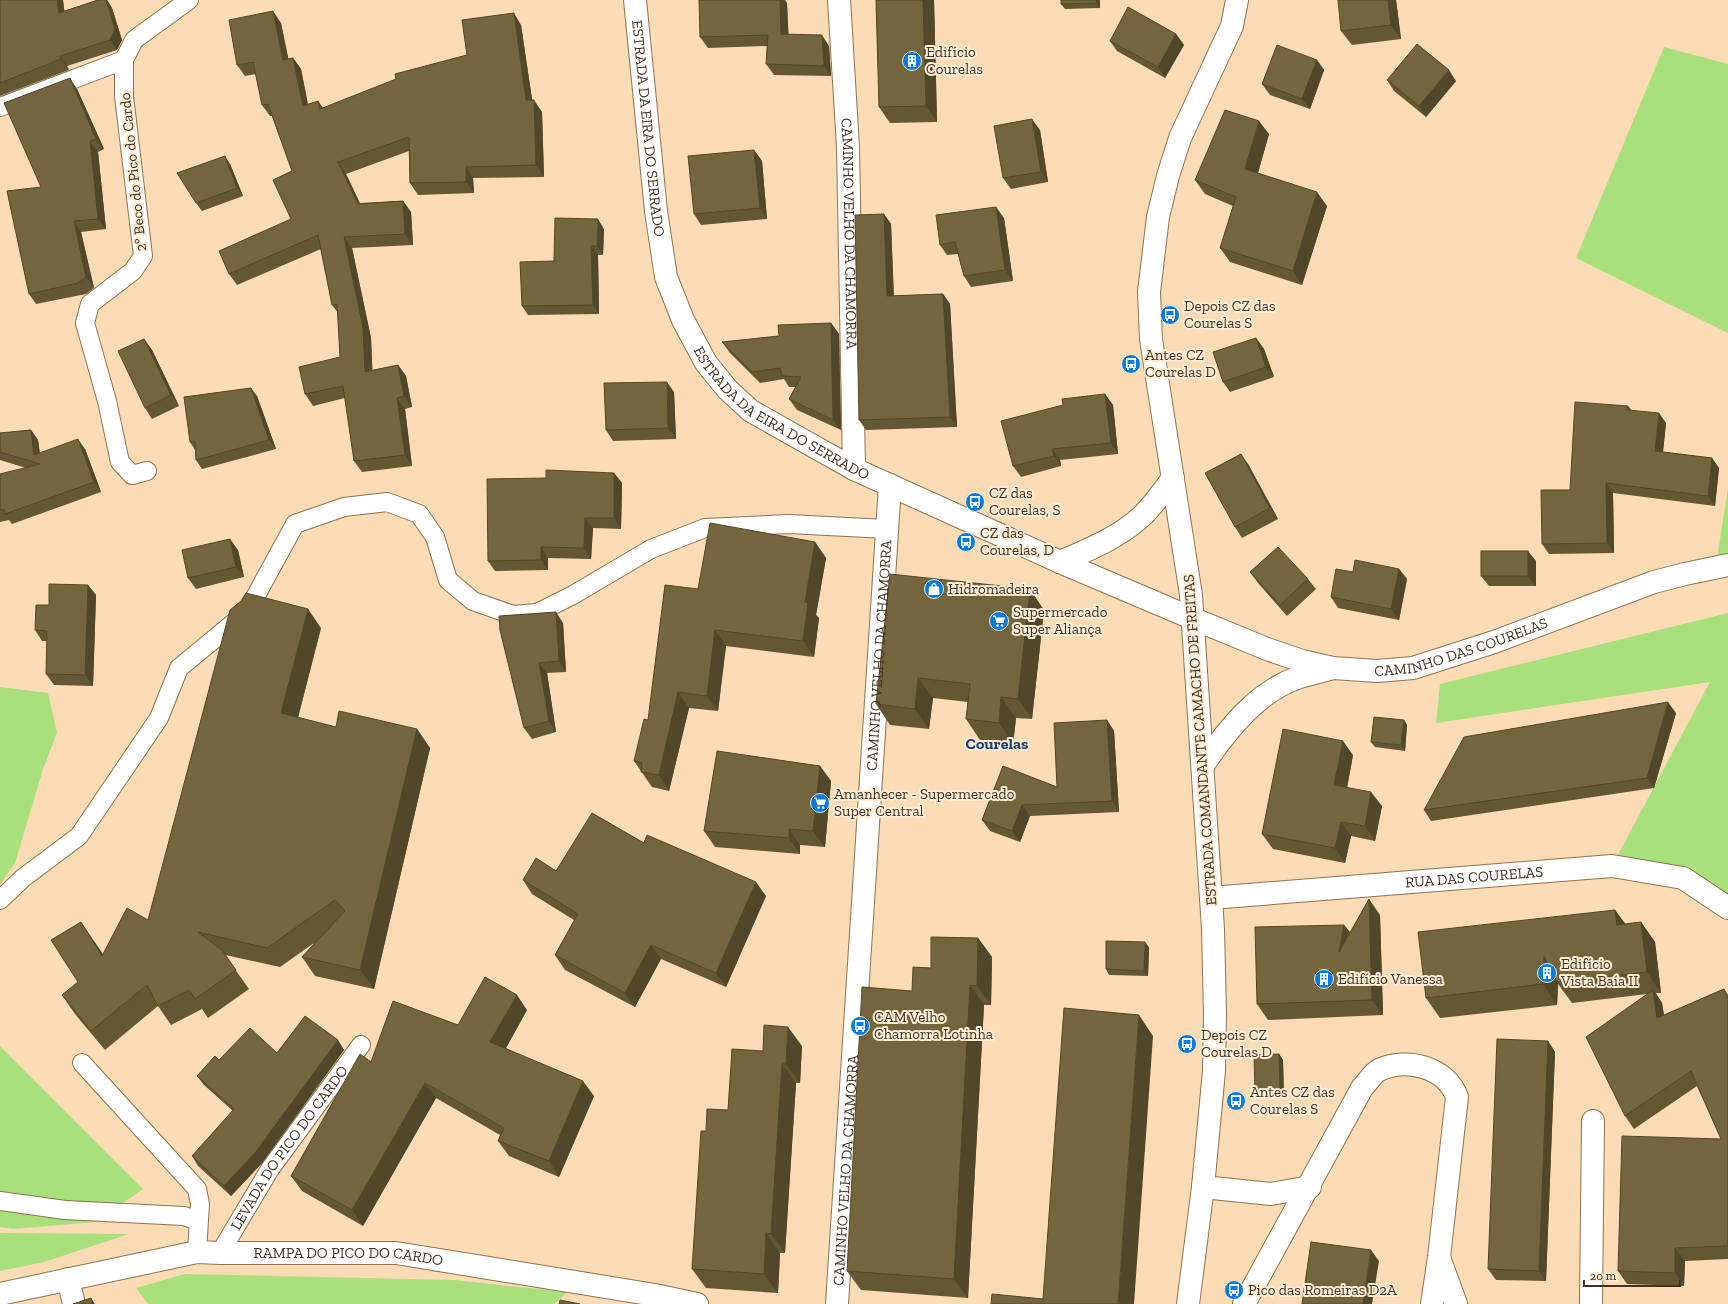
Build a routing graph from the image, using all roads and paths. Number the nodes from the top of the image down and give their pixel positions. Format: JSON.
{"nodes":[{"id":1,"x":188,"y":0,"type":"edge"},
{"id":2,"x":635,"y":0,"type":"edge"},
{"id":3,"x":839,"y":0,"type":"edge"},
{"id":4,"x":1237,"y":0,"type":"edge"},
{"id":5,"x":124,"y":60,"type":"junction"},
{"id":6,"x":0,"y":107,"type":"edge"},
{"id":7,"x":854,"y":469,"type":"junction"},
{"id":8,"x":146,"y":471,"type":"dead end"},
{"id":9,"x":1173,"y":478,"type":"junction"},
{"id":10,"x":890,"y":485,"type":"junction"},
{"id":11,"x":887,"y":529,"type":"junction"},
{"id":12,"x":1060,"y":562,"type":"junction"},
{"id":13,"x":1728,"y":565,"type":"edge"},
{"id":14,"x":1194,"y":619,"type":"junction"},
{"id":15,"x":1333,"y":668,"type":"junction"},
{"id":16,"x":1204,"y":764,"type":"junction"},
{"id":17,"x":1211,"y":898,"type":"junction"},
{"id":18,"x":0,"y":900,"type":"edge"},
{"id":19,"x":1728,"y":908,"type":"edge"},
{"id":20,"x":361,"y":1045,"type":"dead end"},
{"id":21,"x":82,"y":1063,"type":"dead end"},
{"id":22,"x":1593,"y":1121,"type":"dead end"},
{"id":23,"x":1203,"y":1186,"type":"junction"},
{"id":24,"x":1310,"y":1186,"type":"junction"},
{"id":25,"x":0,"y":1201,"type":"edge"},
{"id":26,"x":198,"y":1221,"type":"junction"},
{"id":27,"x":197,"y":1252,"type":"junction"},
{"id":28,"x":220,"y":1253,"type":"junction"},
{"id":29,"x":1439,"y":1257,"type":"junction"},
{"id":30,"x":68,"y":1279,"type":"junction"},
{"id":31,"x":0,"y":1294,"type":"edge"},
{"id":32,"x":74,"y":1304,"type":"edge"},
{"id":33,"x":697,"y":1304,"type":"edge"},
{"id":34,"x":837,"y":1304,"type":"edge"},
{"id":35,"x":1188,"y":1304,"type":"edge"},
{"id":36,"x":1244,"y":1304,"type":"edge"},
{"id":37,"x":1432,"y":1304,"type":"edge"},
{"id":38,"x":1456,"y":1304,"type":"edge"},
{"id":39,"x":1591,"y":1304,"type":"edge"}],
"edges":[{"from":1,"to":5,"type":"lane"},
{"from":2,"to":7,"type":"street","name":"ESTRADA DA EIRA DO SERRADO"},
{"from":3,"to":7,"type":"street","name":"CAMINHO VELHO DA CHAMORRA"},
{"from":4,"to":9,"type":"street","name":"ESTRADA COMANDANTE CAMACHO DE FREITAS"},
{"from":5,"to":6,"type":"lane"},
{"from":5,"to":8,"type":"lane","name":"2º Beco do Pico do Cardo"},
{"from":7,"to":10,"type":"street","name":"ESTRADA DA EIRA DO SERRADO"},
{"from":9,"to":12,"type":"street"},
{"from":9,"to":14,"type":"street","name":"ESTRADA COMANDANTE CAMACHO DE FREITAS"},
{"from":10,"to":11,"type":"street","name":"CAMINHO VELHO DA CHAMORRA"},
{"from":10,"to":12,"type":"street","name":"ESTRADA DA EIRA DO SERRADO"},
{"from":11,"to":18,"type":"lane"},
{"from":11,"to":34,"type":"street","name":"CAMINHO VELHO DA CHAMORRA"},
{"from":12,"to":14,"type":"street","name":"ESTRADA DA EIRA DO SERRADO"},
{"from":13,"to":15,"type":"street","name":"CAMINHO DAS COURELAS"},
{"from":14,"to":15,"type":"street","name":"CAMINHO DAS COURELAS"},
{"from":14,"to":16,"type":"street","name":"ESTRADA COMANDANTE CAMACHO DE FREITAS"},
{"from":15,"to":16,"type":"street"},
{"from":16,"to":17,"type":"street","name":"ESTRADA COMANDANTE CAMACHO DE FREITAS"},
{"from":17,"to":19,"type":"street","name":"RUA DAS COURELAS"},
{"from":17,"to":23,"type":"street","name":"ESTRADA COMANDANTE CAMACHO DE FREITAS"},
{"from":20,"to":28,"type":"lane","name":"LEVADA DO PICO DO CARDO"},
{"from":21,"to":26,"type":"lane"},
{"from":22,"to":39,"type":"street"},
{"from":23,"to":24,"type":"street"},
{"from":23,"to":35,"type":"street","name":"ESTRADA COMANDANTE CAMACHO DE FREITAS"},
{"from":24,"to":29,"type":"street"},
{"from":24,"to":36,"type":"street"},
{"from":25,"to":26,"type":"lane"},
{"from":26,"to":27,"type":"lane"},
{"from":27,"to":28,"type":"street","name":"RAMPA DO PICO DO CARDO"},
{"from":27,"to":30,"type":"street","name":"RAMPA DO PICO DO CARDO"},
{"from":28,"to":33,"type":"street","name":"RAMPA DO PICO DO CARDO"},
{"from":29,"to":37,"type":"street"},
{"from":29,"to":38,"type":"street"},
{"from":30,"to":31,"type":"street","name":"RAMPA DO PICO DO CARDO"},
{"from":30,"to":32,"type":"street"}]}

** WORK TO BE COMPLETED **
In the data, how many lines include the string "RAMPA"? Reply with only that number.

** TASK SOLUTION **
4